An international youth Bible quiz is held annually in Israel, and the competition is fierce. (I went to a high school with several competitors, and they spent months studying the minutia of Tanach only to make it through the first round of testing.) This year, one of the contestants, an Israeli who won the Jerusalem district quiz in Israel, is a Messianic Jew. Bat El Levy is a world class Old Testament scholar, but she also brings some knowledge of the New Testament to the table, and that’s making a handful of Israeli rabbis, well–a bit testy.
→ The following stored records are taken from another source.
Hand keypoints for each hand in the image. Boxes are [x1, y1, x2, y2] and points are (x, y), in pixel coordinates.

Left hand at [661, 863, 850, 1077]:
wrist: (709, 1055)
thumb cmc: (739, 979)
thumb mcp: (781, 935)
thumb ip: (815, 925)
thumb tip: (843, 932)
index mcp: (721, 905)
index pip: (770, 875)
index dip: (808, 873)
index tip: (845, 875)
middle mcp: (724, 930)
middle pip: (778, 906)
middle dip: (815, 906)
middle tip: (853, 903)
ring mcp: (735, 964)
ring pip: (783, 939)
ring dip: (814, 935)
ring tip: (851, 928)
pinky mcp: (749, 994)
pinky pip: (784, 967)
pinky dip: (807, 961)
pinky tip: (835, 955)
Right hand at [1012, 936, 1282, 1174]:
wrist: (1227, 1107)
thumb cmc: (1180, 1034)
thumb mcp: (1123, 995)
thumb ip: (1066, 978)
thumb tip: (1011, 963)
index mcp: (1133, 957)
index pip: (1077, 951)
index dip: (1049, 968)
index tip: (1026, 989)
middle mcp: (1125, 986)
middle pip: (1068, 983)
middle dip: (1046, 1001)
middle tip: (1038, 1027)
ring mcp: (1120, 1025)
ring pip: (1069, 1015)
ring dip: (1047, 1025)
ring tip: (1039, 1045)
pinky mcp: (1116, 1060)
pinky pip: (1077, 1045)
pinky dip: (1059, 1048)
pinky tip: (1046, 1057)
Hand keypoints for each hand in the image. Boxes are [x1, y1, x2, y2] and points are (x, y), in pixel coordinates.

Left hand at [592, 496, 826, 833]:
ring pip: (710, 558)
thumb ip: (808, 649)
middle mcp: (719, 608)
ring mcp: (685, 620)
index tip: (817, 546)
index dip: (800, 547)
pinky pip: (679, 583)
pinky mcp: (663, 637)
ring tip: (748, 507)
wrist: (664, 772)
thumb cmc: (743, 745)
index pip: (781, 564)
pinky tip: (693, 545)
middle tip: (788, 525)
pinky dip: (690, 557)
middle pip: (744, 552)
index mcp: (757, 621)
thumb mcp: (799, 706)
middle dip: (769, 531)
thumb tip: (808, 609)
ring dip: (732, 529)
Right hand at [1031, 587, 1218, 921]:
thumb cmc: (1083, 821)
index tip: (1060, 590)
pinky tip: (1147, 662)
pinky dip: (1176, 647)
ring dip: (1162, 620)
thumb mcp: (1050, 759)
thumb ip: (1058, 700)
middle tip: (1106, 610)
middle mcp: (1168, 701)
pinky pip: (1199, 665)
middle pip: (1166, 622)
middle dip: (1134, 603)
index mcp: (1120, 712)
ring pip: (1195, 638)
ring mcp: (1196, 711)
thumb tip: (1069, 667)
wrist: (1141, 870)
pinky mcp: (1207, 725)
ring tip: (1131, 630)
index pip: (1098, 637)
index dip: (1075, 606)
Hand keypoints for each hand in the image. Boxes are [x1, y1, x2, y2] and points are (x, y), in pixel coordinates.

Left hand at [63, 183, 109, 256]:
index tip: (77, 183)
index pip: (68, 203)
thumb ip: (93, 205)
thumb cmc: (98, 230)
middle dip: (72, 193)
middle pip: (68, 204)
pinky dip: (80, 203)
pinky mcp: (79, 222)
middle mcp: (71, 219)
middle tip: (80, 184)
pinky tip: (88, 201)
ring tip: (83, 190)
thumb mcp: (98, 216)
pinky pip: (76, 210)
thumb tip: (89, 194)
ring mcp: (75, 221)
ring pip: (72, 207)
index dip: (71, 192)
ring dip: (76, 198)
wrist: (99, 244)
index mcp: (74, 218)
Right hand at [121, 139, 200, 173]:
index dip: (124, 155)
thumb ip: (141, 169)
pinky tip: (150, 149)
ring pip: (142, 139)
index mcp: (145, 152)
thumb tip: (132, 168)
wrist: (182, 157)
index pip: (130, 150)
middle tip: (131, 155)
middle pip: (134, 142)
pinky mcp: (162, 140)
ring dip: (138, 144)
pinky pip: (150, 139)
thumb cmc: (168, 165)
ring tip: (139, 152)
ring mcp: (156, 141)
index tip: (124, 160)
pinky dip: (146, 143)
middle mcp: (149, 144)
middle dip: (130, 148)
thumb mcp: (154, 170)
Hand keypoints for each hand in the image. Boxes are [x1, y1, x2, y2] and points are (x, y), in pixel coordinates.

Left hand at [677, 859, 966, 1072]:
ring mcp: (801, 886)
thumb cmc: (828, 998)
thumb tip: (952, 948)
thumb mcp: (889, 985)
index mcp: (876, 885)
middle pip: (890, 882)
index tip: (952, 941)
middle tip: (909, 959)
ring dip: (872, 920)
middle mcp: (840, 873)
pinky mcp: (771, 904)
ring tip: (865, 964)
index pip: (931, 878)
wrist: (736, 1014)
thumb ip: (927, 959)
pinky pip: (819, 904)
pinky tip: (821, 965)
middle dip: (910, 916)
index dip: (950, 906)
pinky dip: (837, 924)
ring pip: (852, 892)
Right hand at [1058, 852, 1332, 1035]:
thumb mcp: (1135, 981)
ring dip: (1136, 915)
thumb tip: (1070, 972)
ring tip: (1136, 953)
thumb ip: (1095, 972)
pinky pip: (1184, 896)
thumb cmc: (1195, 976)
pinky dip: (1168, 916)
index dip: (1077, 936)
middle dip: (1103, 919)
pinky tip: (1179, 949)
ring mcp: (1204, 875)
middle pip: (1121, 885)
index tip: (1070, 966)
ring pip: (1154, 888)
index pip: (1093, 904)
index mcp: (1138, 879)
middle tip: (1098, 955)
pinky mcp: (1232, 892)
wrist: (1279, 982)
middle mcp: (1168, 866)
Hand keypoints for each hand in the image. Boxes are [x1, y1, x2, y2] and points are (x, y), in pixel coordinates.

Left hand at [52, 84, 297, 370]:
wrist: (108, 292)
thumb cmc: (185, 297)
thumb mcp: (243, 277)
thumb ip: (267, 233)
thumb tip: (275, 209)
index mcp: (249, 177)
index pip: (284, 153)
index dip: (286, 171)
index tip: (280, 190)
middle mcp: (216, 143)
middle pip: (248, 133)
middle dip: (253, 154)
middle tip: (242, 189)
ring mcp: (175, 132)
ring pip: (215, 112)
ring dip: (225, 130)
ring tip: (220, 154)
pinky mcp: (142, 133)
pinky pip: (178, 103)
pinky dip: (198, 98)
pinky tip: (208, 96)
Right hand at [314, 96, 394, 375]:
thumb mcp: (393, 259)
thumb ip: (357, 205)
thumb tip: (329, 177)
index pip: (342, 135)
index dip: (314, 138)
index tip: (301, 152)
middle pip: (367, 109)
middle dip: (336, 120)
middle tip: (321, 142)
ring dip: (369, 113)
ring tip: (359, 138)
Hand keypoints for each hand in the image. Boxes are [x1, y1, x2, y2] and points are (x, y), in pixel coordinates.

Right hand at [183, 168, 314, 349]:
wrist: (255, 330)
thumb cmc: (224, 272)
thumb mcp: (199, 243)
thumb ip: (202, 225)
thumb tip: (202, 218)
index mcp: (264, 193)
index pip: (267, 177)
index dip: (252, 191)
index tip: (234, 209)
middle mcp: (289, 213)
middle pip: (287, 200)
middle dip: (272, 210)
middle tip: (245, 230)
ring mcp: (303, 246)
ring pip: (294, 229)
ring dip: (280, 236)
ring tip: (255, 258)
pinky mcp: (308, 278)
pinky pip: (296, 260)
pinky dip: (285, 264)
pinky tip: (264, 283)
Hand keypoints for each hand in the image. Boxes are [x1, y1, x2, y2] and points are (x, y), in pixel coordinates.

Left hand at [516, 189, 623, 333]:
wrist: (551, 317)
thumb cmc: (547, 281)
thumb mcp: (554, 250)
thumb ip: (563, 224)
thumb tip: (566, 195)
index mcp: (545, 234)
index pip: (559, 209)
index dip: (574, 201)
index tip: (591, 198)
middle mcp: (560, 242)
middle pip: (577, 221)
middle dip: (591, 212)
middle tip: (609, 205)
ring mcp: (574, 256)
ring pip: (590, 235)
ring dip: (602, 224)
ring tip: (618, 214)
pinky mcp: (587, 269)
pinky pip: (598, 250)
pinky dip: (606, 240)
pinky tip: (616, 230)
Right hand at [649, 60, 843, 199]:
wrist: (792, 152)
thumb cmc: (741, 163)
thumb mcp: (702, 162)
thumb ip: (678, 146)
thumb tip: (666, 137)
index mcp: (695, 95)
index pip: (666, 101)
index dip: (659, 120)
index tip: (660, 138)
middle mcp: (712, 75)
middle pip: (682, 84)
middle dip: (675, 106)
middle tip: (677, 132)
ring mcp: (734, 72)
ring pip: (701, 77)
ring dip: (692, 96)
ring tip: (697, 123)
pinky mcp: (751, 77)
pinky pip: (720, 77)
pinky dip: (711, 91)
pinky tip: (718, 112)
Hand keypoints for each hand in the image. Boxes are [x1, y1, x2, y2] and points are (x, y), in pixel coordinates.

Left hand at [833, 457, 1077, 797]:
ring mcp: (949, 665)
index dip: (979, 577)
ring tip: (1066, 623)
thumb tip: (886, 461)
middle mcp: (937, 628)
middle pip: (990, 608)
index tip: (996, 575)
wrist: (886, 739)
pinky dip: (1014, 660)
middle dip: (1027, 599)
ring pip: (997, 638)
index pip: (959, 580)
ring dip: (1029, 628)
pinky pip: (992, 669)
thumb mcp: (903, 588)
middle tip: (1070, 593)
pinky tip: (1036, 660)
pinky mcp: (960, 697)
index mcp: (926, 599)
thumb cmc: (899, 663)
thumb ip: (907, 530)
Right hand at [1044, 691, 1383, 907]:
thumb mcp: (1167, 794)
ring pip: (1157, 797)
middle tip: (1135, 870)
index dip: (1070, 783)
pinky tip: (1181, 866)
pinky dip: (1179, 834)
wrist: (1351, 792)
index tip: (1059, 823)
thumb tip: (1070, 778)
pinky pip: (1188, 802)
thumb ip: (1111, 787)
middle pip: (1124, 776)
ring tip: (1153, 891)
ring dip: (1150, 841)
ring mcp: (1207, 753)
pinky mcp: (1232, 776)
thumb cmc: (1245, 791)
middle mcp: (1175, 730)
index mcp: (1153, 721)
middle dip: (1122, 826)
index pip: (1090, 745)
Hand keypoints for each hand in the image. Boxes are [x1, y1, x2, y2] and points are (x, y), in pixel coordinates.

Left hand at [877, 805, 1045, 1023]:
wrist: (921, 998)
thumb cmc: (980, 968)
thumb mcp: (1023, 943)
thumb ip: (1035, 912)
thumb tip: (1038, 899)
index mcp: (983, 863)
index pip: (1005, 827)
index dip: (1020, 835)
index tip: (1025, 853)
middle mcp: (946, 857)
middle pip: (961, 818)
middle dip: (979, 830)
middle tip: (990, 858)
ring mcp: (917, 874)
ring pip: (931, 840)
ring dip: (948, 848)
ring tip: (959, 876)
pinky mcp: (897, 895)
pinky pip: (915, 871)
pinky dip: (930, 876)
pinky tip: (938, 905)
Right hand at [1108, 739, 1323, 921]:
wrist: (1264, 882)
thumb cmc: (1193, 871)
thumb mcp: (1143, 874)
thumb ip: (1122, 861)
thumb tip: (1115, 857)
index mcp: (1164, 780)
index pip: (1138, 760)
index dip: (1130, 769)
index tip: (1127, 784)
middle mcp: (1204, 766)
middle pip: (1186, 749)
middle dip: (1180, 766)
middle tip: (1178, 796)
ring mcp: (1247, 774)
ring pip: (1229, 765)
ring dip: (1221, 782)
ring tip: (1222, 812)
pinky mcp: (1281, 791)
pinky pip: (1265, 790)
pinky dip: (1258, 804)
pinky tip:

Some rabbis are concerned that if Levy competes and win, her success might encourage Jews to convert to Christianity. Another worry they're harboring: That Levy could make the Jewish competitors who have only mastered Tanach–and not the gospels–look bad. Levy’s Jewishness is being called into question, but so far the Education Ministry has no plans to bar her from the competition. Messianic Jews have always been a hot button issue in the Jewish community, and it’s hardly a surprise that groups like Yad LeAhim and Jews for Judaism would take issue with a family like Levy’s. But those groups are meant to combat active evangelism and proselytizing, and there’s no proof, or even allegations, that Levy or any member of her family has done anything of the sort. If the winner of the quiz was a secular Jew who just happened to enjoy learning Tanach, no doubt the rabbis would be irritated, but they’d have no grounds to call the win into question.
If Levy breaks the rules of the quiz or Israeli law, she should be disqualified. But there’s no reason to exclude her from the competition now. If anything, we could benefit from more widespread familiarity with the intricacies of the Old Testament, instead of windbags who claim to love the Bible but can’t name the Ten Commandments.